Yani Ruslar şunu demeye çalışıyor: “2020’deki hezimete rağmen Ermeniler Paşinyan’ı tekrar seçtiğine göre bizim yapabileceğimiz bir şey kalmadı. Kendi düşen ağlamaz.”
Paşinyan Ermenistan’ın Karabağ’daki çatışmalara dahil olmadığını belirtirken de Karabağ temsilcilerinin Azerbaycan’la masaya oturmasının kendilerinden bağımsız geliştiğini söylerken de Erivan’ın bağlamdan düştüğünü itiraf ediyordu. Fakat bu polemik hangi kapıya çıkarsa çıksın Paşinyan’ın temsil ettiği çizgi iktidardayken Ermenistan-Rusya ilişkileri dünkü yerinde duramayacak. Paşinyan, Kollektif Güvenlik Anlaşması Örgütü’nden (KGAÖ) çıkmak istiyor. Rusya da Erivan’ın kaçış planlarıyla uğraşmak zorunda kalacak. Paşinyan, 23 Eylül’de video mesajında şunu kaydetti: "Azerbaycan'ın başlattığı saldırılar, katıldığımız dış güvenlik yapılarının etkisiz olduğu sonucunu çıkarmamızı sağlıyor… Tüm ortaklarla işbirliği yaparak Ermenistan'ın iç ve dış güvenlik araçlarını dönüştürmek ve zenginleştirmek gerekiyor."
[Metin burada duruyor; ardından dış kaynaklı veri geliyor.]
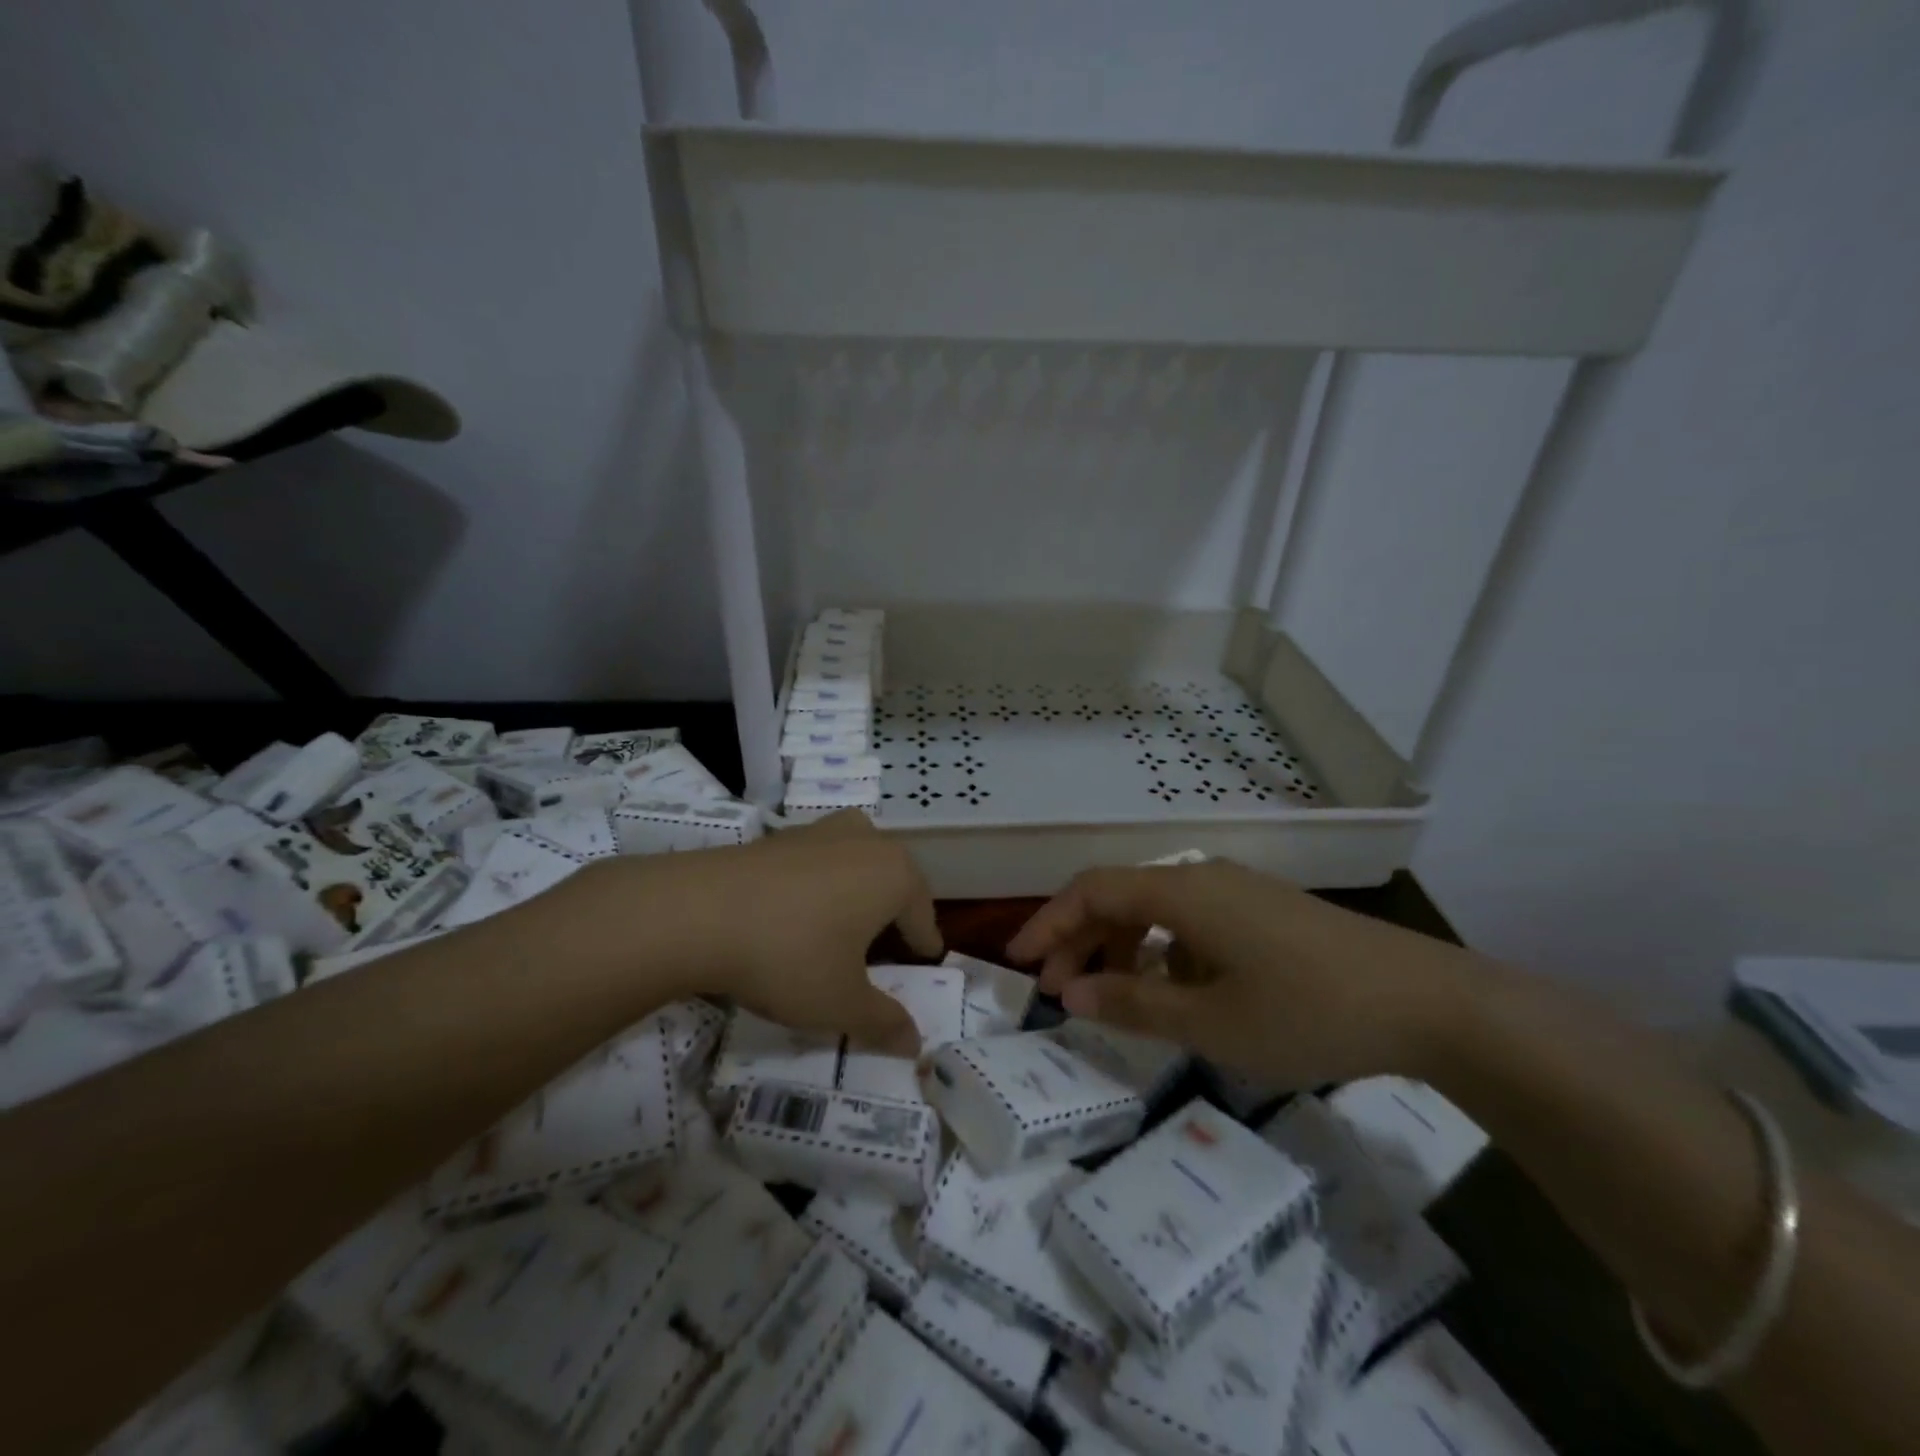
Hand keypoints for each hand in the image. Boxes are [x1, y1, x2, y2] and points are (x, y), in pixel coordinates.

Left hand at [555, 811, 941, 1054]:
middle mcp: (866, 841)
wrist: (696, 912)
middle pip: (893, 882)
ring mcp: (821, 831)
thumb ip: (884, 1022)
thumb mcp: (841, 1003)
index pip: (923, 914)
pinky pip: (819, 862)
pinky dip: (821, 886)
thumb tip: (915, 1044)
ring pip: (857, 865)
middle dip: (893, 916)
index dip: (923, 944)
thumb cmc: (789, 956)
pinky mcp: (781, 835)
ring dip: (858, 894)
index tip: (925, 961)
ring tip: (844, 928)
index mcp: (895, 874)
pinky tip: (798, 914)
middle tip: (885, 951)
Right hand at [1006, 860, 1474, 1088]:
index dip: (1048, 923)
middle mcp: (1203, 879)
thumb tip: (1069, 995)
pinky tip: (1173, 995)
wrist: (1429, 1003)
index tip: (1018, 963)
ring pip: (1155, 911)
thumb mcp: (1211, 1022)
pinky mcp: (1263, 914)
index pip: (1091, 891)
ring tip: (1110, 1001)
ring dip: (1121, 950)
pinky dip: (1162, 954)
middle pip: (1120, 897)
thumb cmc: (1308, 1010)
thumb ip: (1132, 1005)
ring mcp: (1237, 894)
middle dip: (1079, 942)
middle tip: (1057, 993)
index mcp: (1181, 892)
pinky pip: (1191, 924)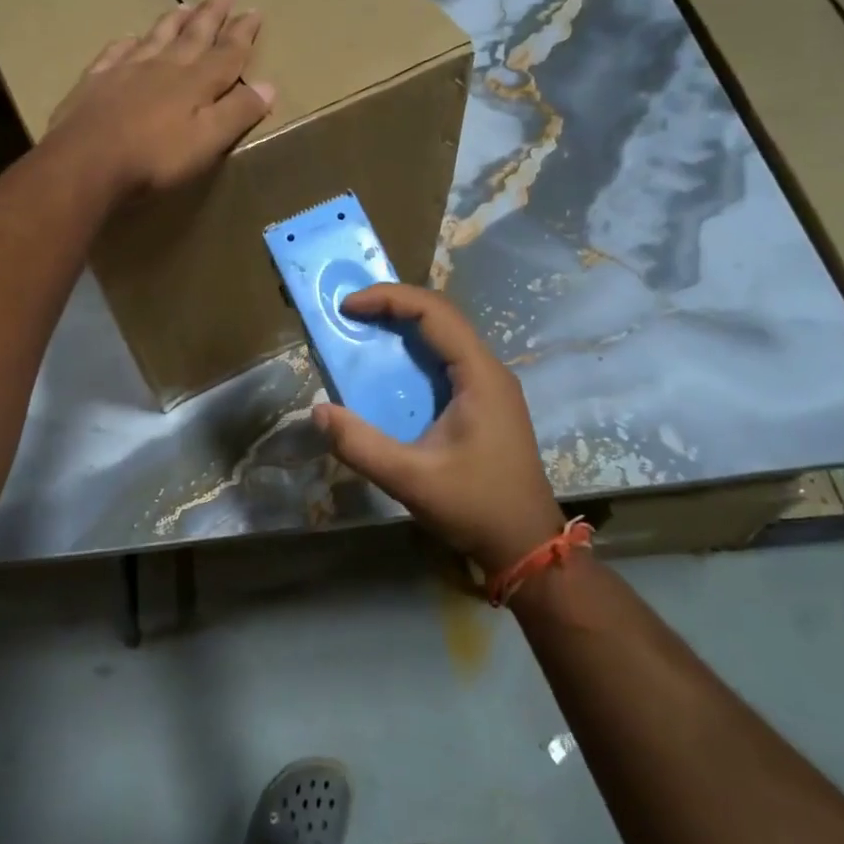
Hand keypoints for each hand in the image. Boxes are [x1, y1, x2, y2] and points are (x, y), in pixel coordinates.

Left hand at [46, 0, 274, 198]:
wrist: (86, 162)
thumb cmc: (154, 158)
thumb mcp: (208, 141)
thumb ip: (237, 112)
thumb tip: (268, 85)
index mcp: (195, 82)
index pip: (226, 53)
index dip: (242, 34)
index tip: (254, 11)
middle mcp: (163, 67)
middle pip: (192, 36)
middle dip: (211, 16)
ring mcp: (126, 71)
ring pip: (155, 37)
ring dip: (173, 22)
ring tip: (185, 6)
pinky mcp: (95, 82)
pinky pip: (115, 53)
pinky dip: (126, 43)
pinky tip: (129, 38)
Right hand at [312, 284, 562, 572]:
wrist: (524, 544)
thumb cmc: (475, 507)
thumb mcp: (411, 480)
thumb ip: (361, 445)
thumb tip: (319, 411)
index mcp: (479, 375)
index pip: (434, 312)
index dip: (388, 299)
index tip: (347, 306)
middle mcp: (487, 370)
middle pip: (440, 316)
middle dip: (392, 306)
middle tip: (347, 313)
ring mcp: (488, 386)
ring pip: (443, 337)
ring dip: (402, 327)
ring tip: (360, 331)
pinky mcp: (482, 403)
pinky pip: (444, 362)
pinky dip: (411, 353)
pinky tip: (386, 370)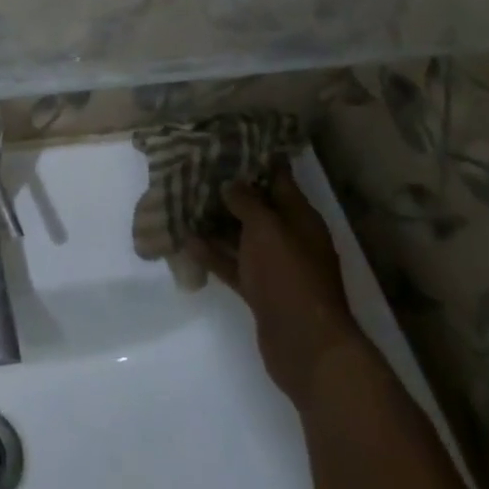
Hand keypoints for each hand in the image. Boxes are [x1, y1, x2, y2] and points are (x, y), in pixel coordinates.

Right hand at [193, 158, 369, 405]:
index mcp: (301, 218)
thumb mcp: (267, 229)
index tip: (226, 142)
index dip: (255, 160)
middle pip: (257, 207)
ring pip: (241, 236)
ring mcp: (274, 266)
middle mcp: (289, 238)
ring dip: (215, 222)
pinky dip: (212, 254)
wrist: (306, 346)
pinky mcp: (259, 291)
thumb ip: (247, 202)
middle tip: (193, 170)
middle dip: (229, 191)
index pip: (279, 179)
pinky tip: (186, 240)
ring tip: (182, 201)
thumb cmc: (290, 277)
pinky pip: (232, 264)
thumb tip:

Paşinyan, Ermenistan’ın güvenlik alanında Rusya’ya bağımlılığını stratejik hata olarak nitelemişti. Dilinde değil ama aklında NATO üyeliği var. Aşılması zor Rus bariyeri bir kenara bu yol Türkiye’den geçiyor. Bu istikamette Ermenistan diye bir ülke kalmayabilir. Muhtemelen Putin radikal kararlara kalkışmadan önce Rusya sever Ermenilerden Paşinyan’ın hal çaresine bakmalarını bekliyor.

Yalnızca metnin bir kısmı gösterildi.